The downstream analysis was done using Phyloseq package v1.30.0 in R v3.6.1 along with other packages like Microbiome v1.9.16, ggpubr v0.2.5, vegan v2.5–660,64,65,66,67. In brief, all the data was imported into a Phyloseq object. Alpha diversity was calculated using “alpha” function from Microbiome package. Beta diversity was analysed by Non-Metric Dimensional Scaling (NMDS) on Bray–Curtis distance calculated and plotted using the functions within Phyloseq package. Adonis() function from vegan package and pairwise.adonis() function from pairwiseAdonis package v0.0.1 was used to compare Bray–Curtis distances among groups68. Phyloseq package was used to agglomerate taxonomy at phylum and genus levels. ggpubr package was used for comparing different groups. Core-microbiome was determined using the functions in Microbiome package. Differential abundance of taxa was estimated using DESeq2 package v1.26.0 in R along with functions from phyloseq package69. All the visualisations were prepared in R using ggplot2 package v3.2.1 along with other packages ggpubr v0.2.5, ggConvexHull v0.1.0, ggnewscale v0.4.1 and ggrepel v0.8.270,71,72,73. Other R packages data.table v1.12.8, randomcoloR v1.1.0.1, tidyr v1.0.0, scales v1.1.0 and RColorBrewer v1.1–2 were also used in the analysis74,75,76,77,78.

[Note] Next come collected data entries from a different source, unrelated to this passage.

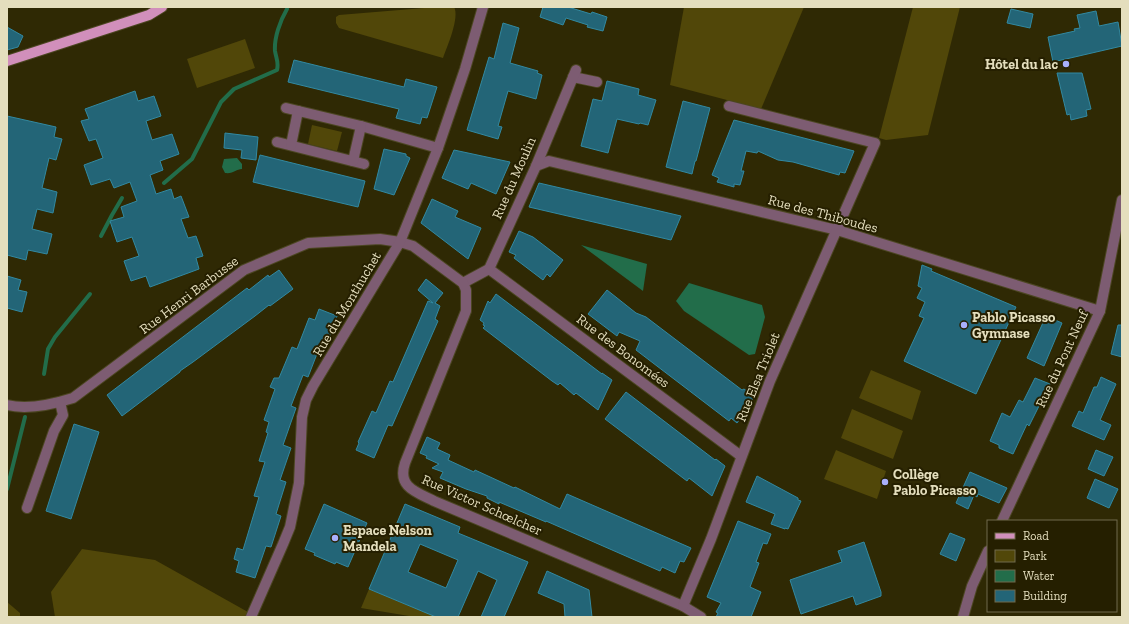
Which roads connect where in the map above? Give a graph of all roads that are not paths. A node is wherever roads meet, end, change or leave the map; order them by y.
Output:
1 (162, 7) edge
2 (483, 7) edge
3 (7, 62) edge
4 (597, 82) dead end
5 (729, 106) dead end
6 (286, 108) dead end
7 (298, 111) junction
8 (361, 126) junction
9 (277, 142) dead end
10 (291, 145) junction
11 (438, 148) junction
12 (353, 161) junction
13 (364, 164) dead end
14 (536, 166) junction
15 (1122, 200) edge
16 (837, 230) junction
17 (400, 242) junction
18 (489, 269) junction
19 (463, 283) junction
20 (1100, 311) junction
21 (60, 402) junction
22 (7, 405) edge
23 (741, 456) junction
24 (27, 508) dead end
25 (1002, 520) edge
26 (987, 554) edge
27 (683, 606) junction
28 (251, 617) edge
29 (700, 617) edge
30 (963, 617) edge

1 - 3 main road
2 - 11 street, Rue du Monthuchet
4 - 14 street, Rue du Moulin
5 - 16 street, Rue Elsa Triolet
6 - 7 street
7 - 8 street
7 - 10 street
8 - 11 street
8 - 12 street
9 - 10 street
10 - 12 street
11 - 17 street, Rue du Monthuchet
12 - 13 street
14 - 16 street, Rue des Thiboudes
14 - 18 street, Rue du Moulin
15 - 20 street, Rue du Pont Neuf
16 - 20 street, Rue des Thiboudes
16 - 23 street, Rue Elsa Triolet
17 - 19 street
17 - 21 street, Rue Henri Barbusse
17 - 28 street, Rue du Monthuchet
18 - 19 street
18 - 23 street, Rue des Bonomées
19 - 27 street, Rue Victor Schœlcher
20 - 25 street, Rue du Pont Neuf
21 - 22 street, Rue Henri Barbusse
21 - 24 street
23 - 27 street, Rue Elsa Triolet
26 - 30 street
27 - 29 street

The R script used for analysis is available from github.com/ankit4035/peanutRhizosphere (https://doi.org/10.5281/zenodo.4699352) for reproduction of the entire work. The raw data files can be downloaded from the NCBI SRA (Accessions SRR12732102 to SRR12732191) under Bioproject PRJNA665712.

Ethics declaration

The study included the use of soil associated with plants. Since no parts of plants were used for the study, no permission was needed for ethical considerations. Furthermore, the owner/farmer was informed about the study and the type of samples to be collected. Verbal consent and permission were obtained to collect the soil from his farm for the work.

Conclusion

In all, we analysed structure of rhizosphere microbiota from pre-sowing of seeds to post-harvest of crops and compared them with consecutive bulk soil microbiota. Significant variations were observed in alpha-diversity and beta-diversity profiles between bulk and rhizosphere samples, while pre-sowing and post-harvest samples closely resembled bulk soil samples. Differences were also observed among several taxa across all rhizosphere samples especially PGP bacteria. While such patterns demonstrate the “rhizosphere effect”, co-analysing this microbiome patterns with patterns of root exudates could reveal a bigger picture. However, due to lack of resources, we cannot analyse such information in the current study. Nonetheless, the results of this study provide a background for further studies on peanut microbiome.